Antimicrobial susceptibility was assessed by E-test on Mueller-Hinton agar supplemented with 5% sheep blood and β-NAD, with MICs reported descriptively given the absence of EUCAST or CLSI species-specific breakpoints for E. corrodens. Initial empiric piperacillin-tazobactam (18 g/day IV) was escalated to ceftriaxone (2 g once daily IV) upon definitive identification. The patient defervesced within 48 hours, leukocyte counts normalized, and follow-up blood cultures at 48 and 72 hours post-ceftriaxone initiation were negative, confirming microbiological clearance.
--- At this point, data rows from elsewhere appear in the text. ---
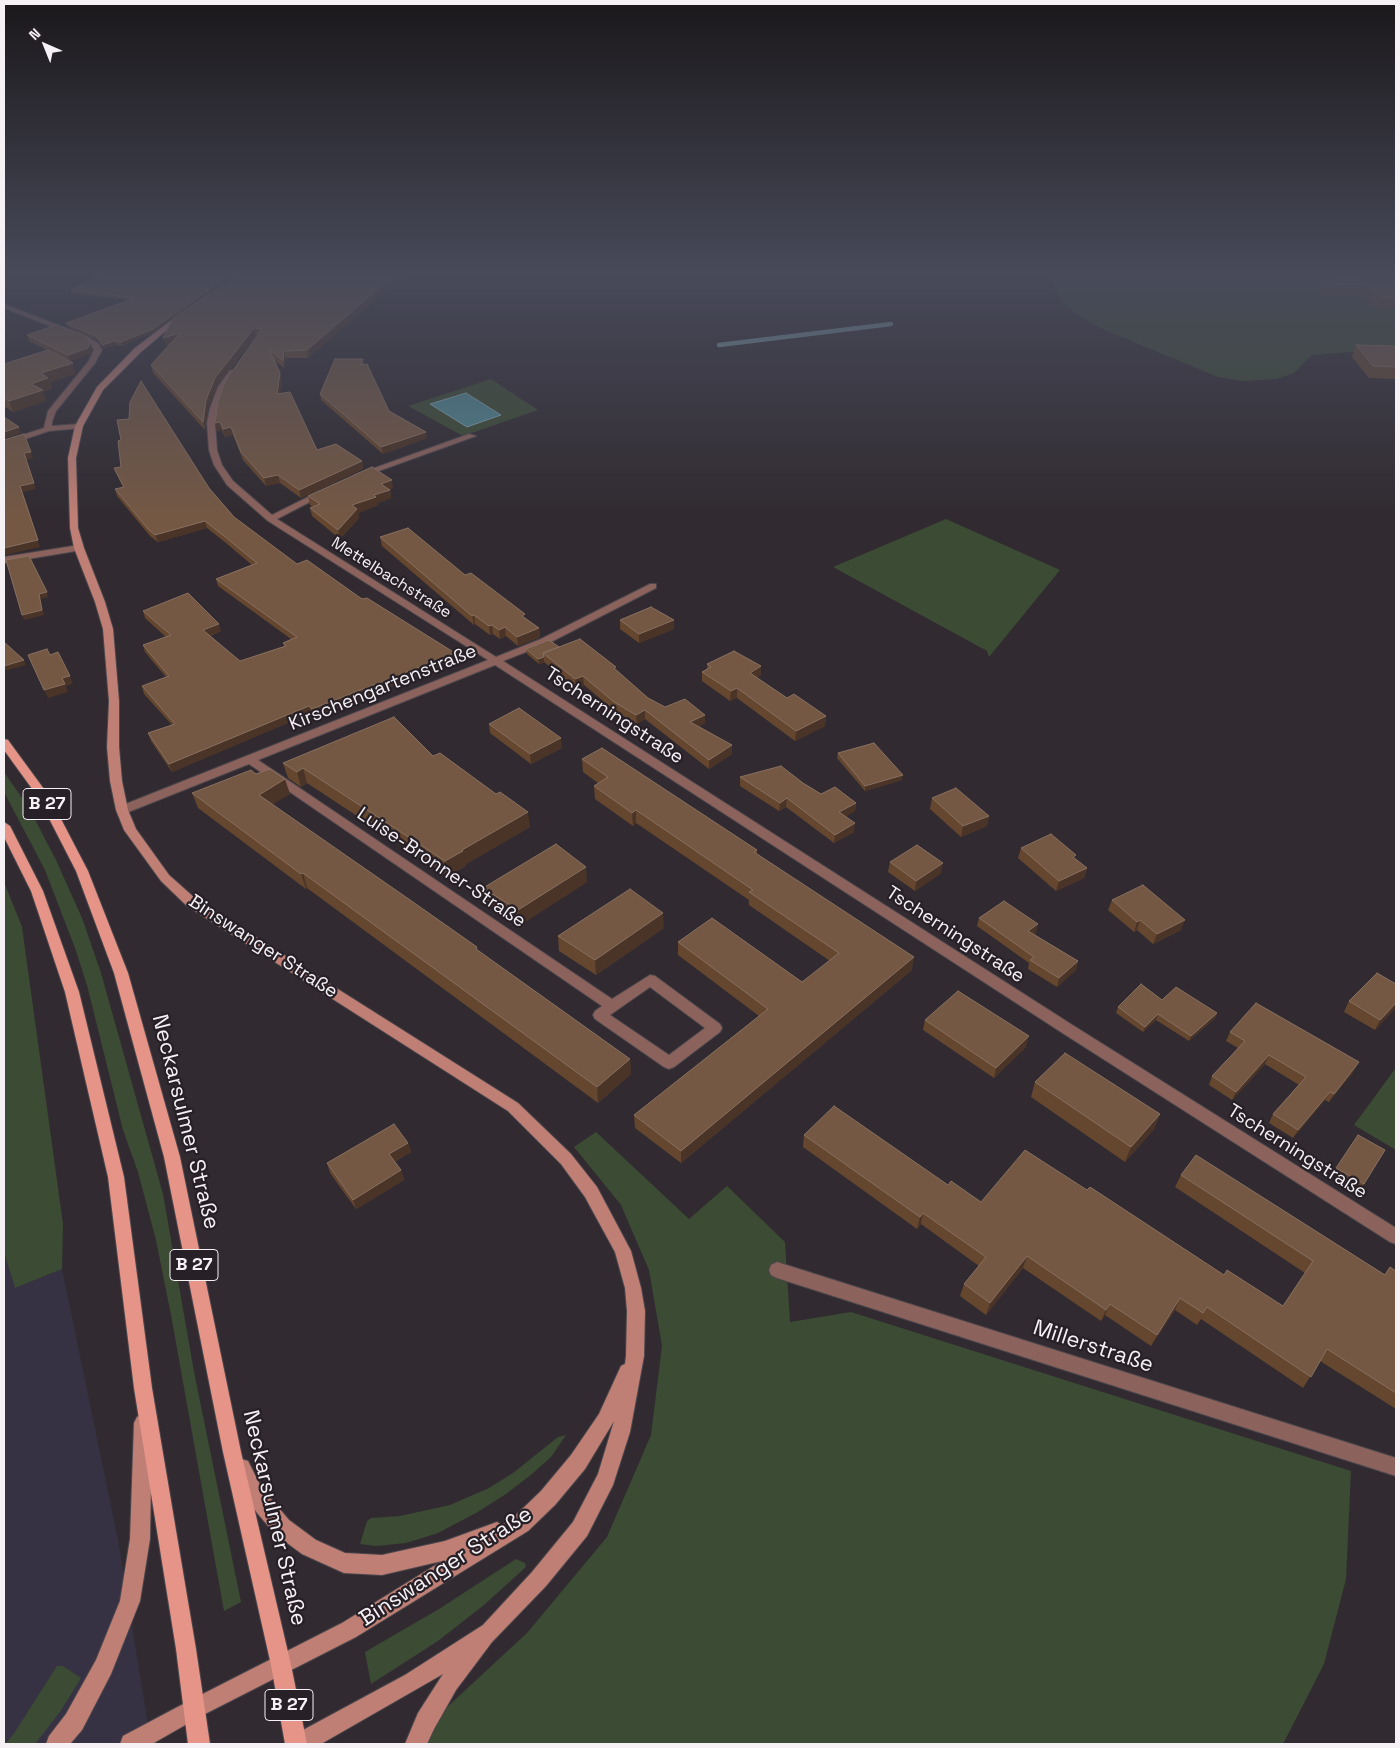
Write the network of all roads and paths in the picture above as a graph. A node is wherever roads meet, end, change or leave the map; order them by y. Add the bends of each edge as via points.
1 (97, 353) edge
2 (137, 353) edge
3 (241, 361) edge
4 (79, 426) junction
5 (48, 429) junction
6 (472, 436) dead end
7 (4, 444) edge
8 (349, 480) edge
9 (332, 488) edge
10 (271, 519) junction
11 (79, 548) junction
12 (4, 560) edge
13 (653, 586) dead end
14 (495, 661) junction
15 (4, 742) edge
16 (250, 760) junction
17 (122, 810) junction
18 (4, 826) edge
19 (612, 1006) junction
20 (1396, 1237) edge
21 (777, 1270) dead end
22 (635, 1356) junction
23 (143, 1388) junction
24 (232, 1452) junction
25 (1396, 1467) edge
26 (520, 1524) junction
27 (490, 1632) junction
28 (281, 1665) junction
29 (194, 1709) junction
30 (57, 1744) edge
31 (131, 1744) edge
32 (199, 1744) edge
33 (298, 1744) edge
34 (416, 1744) edge

1 - 5 street via 52,412
2 - 4 main road, Binswanger Straße via 114,373
3 - 10 street, Mettelbachstraße via 222,387 214,408 211,422 213,450 218,465 230,482
4 - 5 street
4 - 11 main road, Binswanger Straße via 72,458 72,482 74,528
5 - 7 street
6 - 8 street
9 - 10 street
10 - 14 street, Mettelbachstraße
11 - 12 street
11 - 17 main road, Binswanger Straße via 107,624 114,701 113,747
13 - 14 street, Kirschengartenstraße via 581,624
14 - 16 street, Kirschengartenstraße
14 - 20 street, Tscherningstraße
15 - 24 main road, Neckarsulmer Straße / B 27 via 43,796 82,871 121,973 172,1157
16 - 17 street, Kirschengartenstraße
16 - 19 street, Luise-Bronner-Straße
17 - 22 main road, Binswanger Straße via 145,853 165,878 192,903 512,1108 560,1153 591,1192 623,1252 636,1311
18 - 23 main road, B 27 via 37,891 72,992 116,1177
19 - 19 street via 650,980 715,1028 668,1063 600,1015
21 - 25 street, Millerstraße
22 - 26 main road, Binswanger Straße via 604,1420 578,1462 548,1498
22 - 27 main road, Binswanger Straße via 621,1432 606,1478 580,1530
23 - 29 main road, B 27
23 - 30 main road via 140,1539 130,1601 104,1667 74,1722
24 - 26 main road via 254,1494 282,1527 309,1547 344,1563 382,1565 445,1551
24 - 28 main road, Neckarsulmer Straße / B 27
26 - 28 main road, Binswanger Straße via 368,1618
27 - 33 main road, Binswanger Straße via 412,1682
27 - 34 main road via 449,1682
28 - 29 main road, Binswanger Straße
28 - 33 main road, Neckarsulmer Straße / B 27
29 - 31 main road, Binswanger Straße
29 - 32 main road, B 27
The authors propose four mechanistic pathways by which nivolumab and the underlying malignancy may have facilitated this unusual infection: (1) nonspecific T-cell activation disrupting immune homeostasis and pathogen surveillance; (2) neuroinflammatory effects compromising blood-brain barrier integrity; (3) corticosteroid use for immune-related adverse events adding immunosuppressive burden; and (4) ICI-mediated alterations in mucosal immunity and microbiota composition promoting E. corrodens overgrowth and translocation. The accompanying literature review synthesizes published cases of E. corrodens bacteremia secondary to CNS and head-and-neck infections, contextualizing this case within a rare but growing body of evidence. Given advanced disease, neurosurgical drainage was deemed inappropriate, and the patient was transitioned to palliative hospice care.
Key Findings
- Blood cultures turned positive at 28 hours; E. corrodens confirmed by MALDI-TOF MS (score ≥2.0, species-level) and 16S rRNA gene sequencing via BLASTn
- Microbiological clearance achieved: follow-up blood cultures at 48 and 72 hours post-ceftriaxone (2 g once daily IV) were both negative
- Patient defervesced within 48 hours and leukocyte counts normalized after antibiotic escalation from piperacillin-tazobactam to ceftriaxone
- Nivolumab dose (240 mg IV) was administered just 3 days before symptom onset, temporally linking ICI therapy to the infectious event
- Imaging confirmed contiguous spread: left temporal cerebritis and subdural empyema arising from sphenoidal sinus and ethmoidal labyrinth infection
- No EUCAST or CLSI species-specific breakpoints exist for E. corrodens, requiring descriptive MIC reporting without categorical susceptibility interpretation
- Literature review spanning 1958–June 2025 identified E. corrodens bacteremia secondary to CNS and head-and-neck infections as a rare but clinically significant pattern in immunocompromised hosts
Methodology
This is a single case report combined with a systematic literature review (Cochrane, MEDLINE, Embase, and other databases, 1958–June 2025) of E. corrodens bacteremia secondary to CNS and head-and-neck infections. Microbiological identification used MALDI-TOF MS (Bruker Biotyper, MBT Compass 4.1) with standard score thresholds (≥2.0 species-level) and confirmatory partial 16S rRNA gene sequencing with BLASTn analysis. Antimicrobial susceptibility was determined by E-test gradient diffusion on supplemented Mueller-Hinton agar; no formal statistical analysis was performed given the case-report design.
Study Limitations
This is a single case report, precluding any generalizable conclusions about incidence, causality, or treatment efficacy. The causal role of nivolumab in facilitating BBB compromise and E. corrodens dissemination is mechanistically plausible but unproven. No external funding was received, and no conflicts of interest were declared by the authors.